2020 Mathematics Subject Classification: Primary: 11J06 [MSN][ZBL]

A problem in number theory which arises in connection with the distribution of the normalized values of arithmetic minima of indefinite binary quadratic forms (cf. Binary quadratic form). Let

$$f = f ( x , y ) = \alpha x ^ {2} + \beta x y + \gamma y ^ {2} ,\ \ \alpha , \beta , \gamma \in \mathbf R ,$$

$$\delta ( f ) = \beta ^ {2} - 4 \alpha \gamma > 0 ,$$

and let

$$m ( f ) = \inf | f ( x , y ) | ,\ \ x , y \in \mathbf Z ^ {2} ,\ \ ( x , y ) \neq ( 0 , 0 ) ,$$

be the uniform arithmetic minimum of the form $f$. The number

$$\mu = \mu ( f ) = \ \frac{\sqrt {\delta ( f ) } }{m ( f ) } ,\ \ \mu \leq + \infty ,$$

is called the Markov constant of $f$. The set $M = \{ \mu ( f ) \}$, where $f$ runs through all real indefinite quadratic forms, is called the Markov spectrum.
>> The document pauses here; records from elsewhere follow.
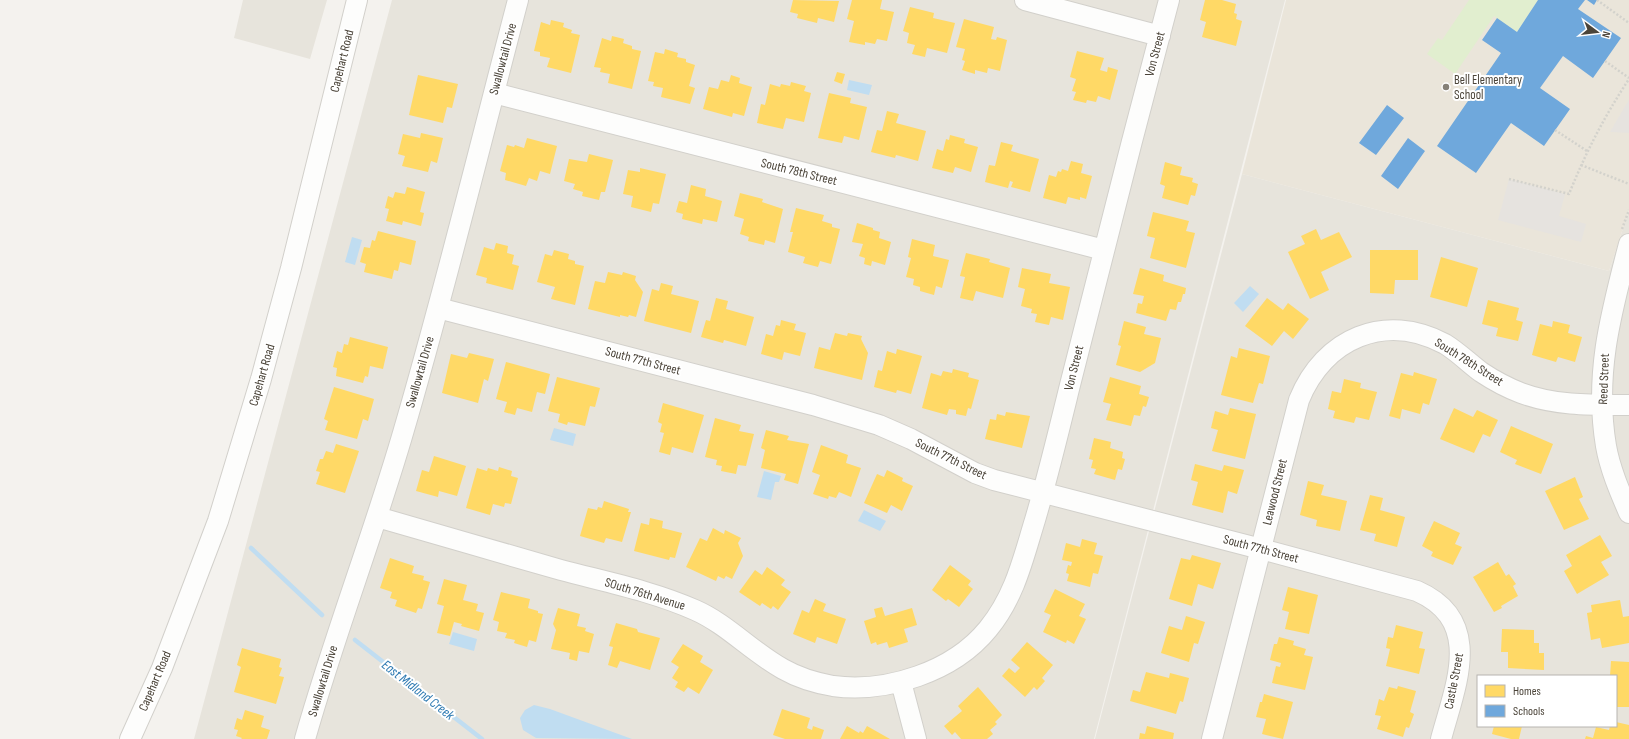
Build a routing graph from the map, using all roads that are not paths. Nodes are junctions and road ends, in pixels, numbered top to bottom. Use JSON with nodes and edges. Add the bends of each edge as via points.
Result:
{"nodes":[{"id":1,"x":357,"y":0,"type":"edge"},
{"id":2,"x":518,"y":0,"type":"edge"},
{"id":3,"x":1025,"y":0,"type":"edge"},
{"id":4,"x":1169,"y":0,"type":"edge"},
{"id":5,"x":1160,"y":36,"type":"junction"},
{"id":6,"x":494,"y":93,"type":"junction"},
{"id":7,"x":1629,"y":244,"type":"edge"},
{"id":8,"x":1104,"y":250,"type":"junction"},
{"id":9,"x":438,"y":308,"type":"junction"},
{"id":10,"x":1335,"y":350,"type":"joint"},
{"id":11,"x":1602,"y":405,"type":"junction"},
{"id":12,"x":1629,"y":405,"type":"edge"},
{"id":13,"x":1043,"y":492,"type":"junction"},
{"id":14,"x":1629,"y":513,"type":"edge"},
{"id":15,"x":377,"y":517,"type":"junction"},
{"id":16,"x":1261,"y":549,"type":"junction"},
{"id":17,"x":1453,"y":622,"type":"joint"},
{"id":18,"x":901,"y":682,"type":"junction"},
{"id":19,"x":130,"y":739,"type":"edge"},
{"id":20,"x":305,"y":739,"type":"edge"},
{"id":21,"x":916,"y":739,"type":"edge"},
{"id":22,"x":1212,"y":739,"type":"edge"},
{"id":23,"x":1441,"y":739,"type":"edge"}],
"edges":[{"from":1,"to":19,"type":"street","name":"Capehart Road","via":[[292,268],[218,521],[162,668]]},
{"from":2,"to":6,"type":"street","name":"Swallowtail Drive"},
{"from":3,"to":5,"type":"street"},
{"from":4,"to":5,"type":"street","name":"Von Street"},
{"from":5,"to":8,"type":"street","name":"Von Street"},
{"from":6,"to":8,"type":"street","name":"South 78th Street"},
{"from":6,"to":9,"type":"street","name":"Swallowtail Drive"},
{"from":7,"to":11,"type":"street","name":"Reed Street","via":[[1606,338]]},
{"from":8,"to":13,"type":"street","name":"Von Street"},
{"from":9,"to":13,"type":"street","name":"South 77th Street","via":[[813,405],[879,425],[975,473]]},
{"from":9,"to":15,"type":"street","name":"Swallowtail Drive"},
{"from":10,"to":11,"type":"street","name":"South 78th Street","via":[[1351,339],[1370,333],[1412,333],[1446,345],[1482,372],[1519,392],[1564,404]]},
{"from":10,"to":16,"type":"street","name":"Leawood Street","via":[[1322,360],[1313,372],[1299,400]]},
{"from":11,"to":12,"type":"street","name":"South 78th Street"},
{"from":11,"to":14,"type":"street","name":"Reed Street","via":[[1606,447]]},
{"from":13,"to":16,"type":"street","name":"South 77th Street"},
{"from":13,"to":18,"type":"street","name":"Von Street","via":[[1017,580],[1002,609],[986,631],[966,650],[934,670]]},
{"from":15,"to":18,"type":"street","name":"SOuth 76th Avenue","via":[[662,597],[699,611],[783,669],[810,681],[834,686],[862,687]]},
{"from":15,"to":20,"type":"street","name":"Swallowtail Drive","via":[[322,677]]},
{"from":16,"to":17,"type":"street","name":"South 77th Street","via":[[1417,591],[1440,604]]},
{"from":16,"to":22,"type":"street","name":"Leawood Street"},
{"from":17,"to":23,"type":"street","name":"Castle Street","via":[[1458,634],[1460,657]]},
{"from":18,"to":21,"type":"street"}]}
The Markov constant and the Markov spectrum have been defined in various ways; in particular, A.A. Markov in

considered the set $\{ 2 / \mu ( f ) \}$. It is known that $\mu ( f )$ is an invariant of a ray $F$ of classes of forms, that is, of a set

$$\tag{1 } F = \{ {f ^ { \prime } } : {f ^ { \prime } \simeq \tau f ( \mathbf Z ) ,\ \tau \in \mathbf R , \tau > 0 } \} ,$$

since $\mu ( f ^ { \prime } ) = \mu ( f ) = \mu ( F )$. Each ray of classes $F$ is in one-to-one correspondence with a doubly-infinite (infinite in both directions) sequence

$$I _ {F} = \{ {\dots, a _ {-} 1 ,\ a _ {0} , a _ {1} ,\dots } : {a _ {k} \in \mathbf Z } \} ,$$

such that if one puts

$$\mu _ {k} ( I _ {F} ) = \ [ a _ {k} ; a _ {k+} 1 , a _ {k+} 2 ,\dots ] + [ 0 ; a _ {k-} 1 , a _ {k-} 2 ,\dots ]$$

( $[ ; \dots ]$ is the notation for a continued fraction), then

$$\mu ( F ) = \sup _ {k \in \mathbf Z } \mu _ {k} ( I _ {F} ) .$$

The Markov problem can be stated as follows: 1) describe the Markov spectrum $M$; and 2) for each $\mu \in M$, describe the set of forms $f = f ( x , y)$( or the rays $F$) for which $\mu ( f ) = \mu ( F ) = \mu$. The problem was solved by Markov for the initial part of the spectrum $M$ defined by the condition $\mu ( f ) < 3$. This part of the spectrum is a discrete set:

$$M \cap [ 0 , 3 ) =$$

$$= \ \left \{ \sqrt {9 - \frac{4}{m ^ {2} } } : m ^ {2} + n ^ {2} + p ^ {2} = 3 m n p , m , n , p \in \mathbf N \right \} =$$

$$= \ \left \{ \sqrt 5 , \sqrt 8 , \frac{\sqrt 221 }{5} ,\dots \right \}$$

with the unique limit point 3 (a condensation point of $M$); $m$, $n$ and $p$ run through all positive integer solutions of Markov's Diophantine equation

$$\tag{2 } m ^ {2} + n ^ {2} + p ^ {2} = 3 m n p ,\ \ m \geq n \geq p > 0 .$$

In this case there corresponds to each point of this part of the spectrum precisely one ray $F _ {m}$, given by a Markov form $f _ {m} = f _ {m} ( x , y )$, with

$$\mu ( f _ {m} ) = \sqrt {9 - \frac{4}{m ^ {2} } } .$$

A solution $( m , n , p )$ of (2) is called a Markov triple; the number $m$ is called a Markov number. The Markov form $f _ {m}$ is associated to the Markov number $m = \max ( m , n , p )$ as follows. Let $r , s \in \mathbf Z$ be defined by the conditions

$$n r \equiv p ( \mathop{\rm mod} m ) ,\ \ 0 \leq r < m ,$$

$$r ^ {2} + 1 = m s ;$$

then, by definition,

$$f _ {m} = f _ {m} ( x , y ) = x ^ {2} + \left ( 3 - \frac{2r}{m} \right ) x y + \frac{s - 3 r }{m} y ^ {2} .$$

The set $M$ is closed and there is a smallest number $\mu _ {0} = 4.5278 \dots$ such that $[ \mu _ {0} , + \infty ] \subset M$ and $\mu _ {0}$ borders the interval of contiguity of $M$.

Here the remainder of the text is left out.